Bitácora del director
Pascal Beltrán del Río
WASHINGTON, DC.— La derrota del Partido Demócrata en la elección presidencial del martes se fincó en un puñado de estados que habían sido sus bastiones.
De haber ganado en lugares como Wisconsin y Pensilvania —donde los demócratas habían dominado desde 1988 y 1992, respectivamente— y otros, como Ohio y Iowa —donde triunfó Barack Obama hace cuatro años—, hoy estaríamos hablando de cómo Hillary Clinton se convirtió en la primera mujer en llegar a la Casa Blanca.
Sin embargo, esa región de blancos empobrecidos se transformó en el principal cimiento de la victoria de Donald Trump. Y hoy los demócratas se están preguntando cómo pudieron perder el apoyo de ese sector de la clase trabajadora que había sido una de sus bases más leales.
Ayer, en The Washington Post, el periodista David Maraniss —biógrafo de Bill Clinton— escribió un texto de primera plana que ilustra cómo se fincó ese vuelco en las preferencias y, con ello, una de las mayores sorpresas en la historia electoral del país.
De acuerdo con Maraniss, Bill Clinton supo ganarse el apoyo de los estadunidenses blancos sin educación universitaria, porque creció entre ellos como niño en Arkansas.

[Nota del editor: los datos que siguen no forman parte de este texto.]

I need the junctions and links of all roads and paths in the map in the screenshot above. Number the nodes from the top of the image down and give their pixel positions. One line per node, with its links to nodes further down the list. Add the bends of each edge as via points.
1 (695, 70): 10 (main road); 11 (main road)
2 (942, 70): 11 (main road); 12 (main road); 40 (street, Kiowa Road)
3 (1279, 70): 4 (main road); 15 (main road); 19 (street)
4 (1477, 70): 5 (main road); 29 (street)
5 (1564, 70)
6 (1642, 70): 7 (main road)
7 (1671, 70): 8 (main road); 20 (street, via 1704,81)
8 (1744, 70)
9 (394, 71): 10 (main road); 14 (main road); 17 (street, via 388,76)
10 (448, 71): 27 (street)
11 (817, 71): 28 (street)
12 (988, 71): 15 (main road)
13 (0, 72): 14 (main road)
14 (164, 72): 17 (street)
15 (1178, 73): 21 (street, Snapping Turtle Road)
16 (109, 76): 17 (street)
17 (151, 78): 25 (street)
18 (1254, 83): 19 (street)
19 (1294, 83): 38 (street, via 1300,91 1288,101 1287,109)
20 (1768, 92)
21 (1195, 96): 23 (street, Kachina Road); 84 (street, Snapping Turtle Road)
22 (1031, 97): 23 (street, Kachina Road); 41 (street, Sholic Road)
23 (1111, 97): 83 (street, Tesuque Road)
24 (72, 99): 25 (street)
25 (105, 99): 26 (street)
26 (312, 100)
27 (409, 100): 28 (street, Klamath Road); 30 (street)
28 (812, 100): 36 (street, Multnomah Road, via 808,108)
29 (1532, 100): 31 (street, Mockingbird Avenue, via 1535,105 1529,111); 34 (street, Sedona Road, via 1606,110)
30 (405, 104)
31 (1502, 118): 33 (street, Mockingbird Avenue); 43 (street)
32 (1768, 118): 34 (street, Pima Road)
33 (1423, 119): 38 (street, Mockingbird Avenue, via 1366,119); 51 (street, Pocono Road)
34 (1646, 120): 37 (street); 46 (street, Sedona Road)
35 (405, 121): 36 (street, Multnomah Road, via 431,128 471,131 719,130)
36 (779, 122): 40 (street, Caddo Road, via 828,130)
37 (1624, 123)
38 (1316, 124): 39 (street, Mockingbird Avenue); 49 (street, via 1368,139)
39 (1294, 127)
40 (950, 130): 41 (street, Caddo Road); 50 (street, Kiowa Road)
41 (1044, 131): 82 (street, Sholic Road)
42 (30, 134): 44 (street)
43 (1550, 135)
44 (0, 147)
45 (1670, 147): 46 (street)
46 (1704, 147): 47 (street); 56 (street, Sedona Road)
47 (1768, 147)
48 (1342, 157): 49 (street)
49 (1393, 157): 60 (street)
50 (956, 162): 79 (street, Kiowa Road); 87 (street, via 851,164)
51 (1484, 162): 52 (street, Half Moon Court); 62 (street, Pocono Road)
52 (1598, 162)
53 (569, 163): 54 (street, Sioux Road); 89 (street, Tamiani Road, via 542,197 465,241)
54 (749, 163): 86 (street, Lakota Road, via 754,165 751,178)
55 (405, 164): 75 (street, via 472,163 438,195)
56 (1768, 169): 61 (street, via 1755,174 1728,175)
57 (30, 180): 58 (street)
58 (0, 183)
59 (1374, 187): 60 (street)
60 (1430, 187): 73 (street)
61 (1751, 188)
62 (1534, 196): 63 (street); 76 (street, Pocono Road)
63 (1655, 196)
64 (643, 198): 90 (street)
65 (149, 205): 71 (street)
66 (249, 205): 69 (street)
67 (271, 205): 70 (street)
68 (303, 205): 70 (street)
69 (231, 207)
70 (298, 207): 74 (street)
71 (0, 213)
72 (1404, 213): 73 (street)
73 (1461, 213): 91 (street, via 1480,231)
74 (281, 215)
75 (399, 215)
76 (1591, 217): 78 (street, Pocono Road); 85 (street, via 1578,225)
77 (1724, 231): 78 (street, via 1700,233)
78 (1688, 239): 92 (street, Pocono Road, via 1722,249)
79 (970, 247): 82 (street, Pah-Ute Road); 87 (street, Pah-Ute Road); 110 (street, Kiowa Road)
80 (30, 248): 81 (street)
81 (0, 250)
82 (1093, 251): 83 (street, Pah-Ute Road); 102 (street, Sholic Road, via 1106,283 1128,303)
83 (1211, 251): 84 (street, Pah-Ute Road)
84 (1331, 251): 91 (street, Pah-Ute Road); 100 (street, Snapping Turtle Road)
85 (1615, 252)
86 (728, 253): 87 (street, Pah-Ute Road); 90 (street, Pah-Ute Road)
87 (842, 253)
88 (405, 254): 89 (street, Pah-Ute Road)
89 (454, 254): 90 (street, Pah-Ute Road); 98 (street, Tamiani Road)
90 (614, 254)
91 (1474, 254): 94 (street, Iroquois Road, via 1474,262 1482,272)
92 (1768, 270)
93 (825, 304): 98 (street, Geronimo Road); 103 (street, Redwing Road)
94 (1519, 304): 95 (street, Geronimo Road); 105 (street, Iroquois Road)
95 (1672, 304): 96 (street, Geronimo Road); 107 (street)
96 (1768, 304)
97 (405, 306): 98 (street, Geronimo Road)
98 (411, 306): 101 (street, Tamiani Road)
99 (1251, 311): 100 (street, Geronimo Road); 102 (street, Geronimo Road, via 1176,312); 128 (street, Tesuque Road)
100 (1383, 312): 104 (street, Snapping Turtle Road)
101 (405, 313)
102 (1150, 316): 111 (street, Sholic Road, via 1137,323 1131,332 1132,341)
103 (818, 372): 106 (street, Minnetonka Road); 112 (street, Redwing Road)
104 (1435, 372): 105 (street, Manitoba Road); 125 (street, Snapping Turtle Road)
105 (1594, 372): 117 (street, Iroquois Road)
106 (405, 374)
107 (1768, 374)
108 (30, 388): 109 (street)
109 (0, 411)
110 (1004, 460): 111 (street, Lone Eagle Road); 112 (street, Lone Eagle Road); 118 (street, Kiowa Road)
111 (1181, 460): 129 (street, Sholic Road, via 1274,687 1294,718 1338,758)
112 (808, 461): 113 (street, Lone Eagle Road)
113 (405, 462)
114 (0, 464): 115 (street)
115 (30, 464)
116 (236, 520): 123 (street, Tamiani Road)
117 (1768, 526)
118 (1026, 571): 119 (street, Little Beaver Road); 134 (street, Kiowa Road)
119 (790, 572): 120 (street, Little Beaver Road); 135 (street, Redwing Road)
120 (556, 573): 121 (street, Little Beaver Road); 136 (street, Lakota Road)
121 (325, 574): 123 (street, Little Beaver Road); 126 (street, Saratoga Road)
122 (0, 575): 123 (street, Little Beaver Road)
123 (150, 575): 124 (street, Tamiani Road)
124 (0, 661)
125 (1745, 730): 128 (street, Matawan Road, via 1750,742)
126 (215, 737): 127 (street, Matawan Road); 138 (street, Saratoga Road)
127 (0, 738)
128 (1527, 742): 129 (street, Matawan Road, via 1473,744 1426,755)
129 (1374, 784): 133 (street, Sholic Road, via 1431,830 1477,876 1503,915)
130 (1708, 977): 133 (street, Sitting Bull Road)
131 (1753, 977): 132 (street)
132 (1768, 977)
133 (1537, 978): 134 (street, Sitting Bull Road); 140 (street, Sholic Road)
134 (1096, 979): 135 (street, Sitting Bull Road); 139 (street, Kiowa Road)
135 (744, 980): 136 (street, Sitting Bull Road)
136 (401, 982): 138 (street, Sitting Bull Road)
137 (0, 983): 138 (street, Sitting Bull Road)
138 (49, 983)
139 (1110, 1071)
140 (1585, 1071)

Y hubo una experiencia en la historia del matrimonio que debió haber prevenido a Hillary Clinton de dar por sentado el apoyo de ese sector.
Cuando Bill comenzó su carrera política como gobernador de Arkansas, fue echado en su primer intento de reelección, luego de apenas dos años en el cargo. La razón fue la promoción de un impuesto a los vehículos que resultó altamente impopular porque el gravamen se fijaba de acuerdo con el peso de los automotores, no de su valor, y eso afectaba más a los granjeros pobres con camiones de carga.

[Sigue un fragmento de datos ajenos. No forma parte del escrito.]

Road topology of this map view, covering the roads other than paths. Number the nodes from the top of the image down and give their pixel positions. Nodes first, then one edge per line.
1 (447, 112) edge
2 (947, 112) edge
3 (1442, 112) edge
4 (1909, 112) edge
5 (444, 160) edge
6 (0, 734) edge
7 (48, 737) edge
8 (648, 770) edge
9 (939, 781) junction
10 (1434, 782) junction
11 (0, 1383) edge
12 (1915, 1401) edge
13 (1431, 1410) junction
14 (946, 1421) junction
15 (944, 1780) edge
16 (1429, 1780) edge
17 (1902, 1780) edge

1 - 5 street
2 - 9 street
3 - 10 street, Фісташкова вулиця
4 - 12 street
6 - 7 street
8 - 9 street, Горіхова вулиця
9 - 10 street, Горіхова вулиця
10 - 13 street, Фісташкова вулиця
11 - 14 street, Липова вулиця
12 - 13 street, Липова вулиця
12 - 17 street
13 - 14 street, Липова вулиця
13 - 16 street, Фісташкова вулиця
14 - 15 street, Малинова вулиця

El blanco del furor de los electores en 1980 fue la esposa del gobernador, quien era vista, a diferencia de éste, como una intelectual desapegada de los intereses de la clase trabajadora.
Bill Clinton volvería a la gubernatura en el siguiente ciclo político y, una década después, llegaría a la Casa Blanca, pero Hillary Clinton no aprendió aquella lección de la década de los ochenta.
Para Maraniss, la destrucción de la dinastía Clinton tuvo que ver con el giro de la pareja “de la sensibilidad del centro de Estados Unidos al elitismo de la costa, de McDonald’s al veganismo”.
En un año en el que país —y, sobre todo, ese sector blanco afectado por la caída de sus ingresos, el incremento de las primas de los seguros de gastos médicos y la epidemia causada por heroína— estaba clamando por un cambio disruptivo en el escenario político, el Partido Demócrata ofreció al electorado una candidatura que encarna el arrogante tradicionalismo washingtoniano.
Lo creyeran o no, los demócratas afirmaron que el eje de la campaña era la igualdad de género: que alguien pudiera, por fin, reventar el “techo de cristal” que impedía el ascenso de una mujer a la principal posición política del país y del mundo.
Sin embargo, los datos electorales demuestran otra cosa: más de cuatro de cada diez mujeres votaron por Trump, pese a que fue exhibido durante la campaña como alguien misógino o, cuando menos, irrespetuoso hacia la dignidad de ellas.
La disyuntiva fue, más bien, de clase. Y aunque es cierto que Trump apeló a los más bajos instintos de la población blanca económicamente olvidada, los problemas de ésta fueron la gasolina que impulsó hacia el triunfo al empresario, a quienes muchos algunos califican como un “blue collar billionaire”, es decir, un multimillonario que actúa con los instintos de los trabajadores, no de la élite.
Parte de la nueva era que se está construyendo en Estados Unidos es la desaparición de las dinastías Clinton y Bush, que dominaron la política durante el último cuarto de siglo.
El resultado de los comicios del martes seguramente provocará una sacudida en los dos partidos hegemónicos.
Y si los republicanos creen que éste no es un triunfo circunstancial, se equivocarán.
Aunque ésta vez nadie podía ganar las elecciones sin tomar en cuenta las dificultades que experimentan los blancos pobres, en el futuro pesarán sobre todo los cambios demográficos —como el crecimiento de la población latina— que están transformando aceleradamente la cara de Estados Unidos.
Porque los blancos, pobres o no, se están viendo numéricamente rebasados por las minorías.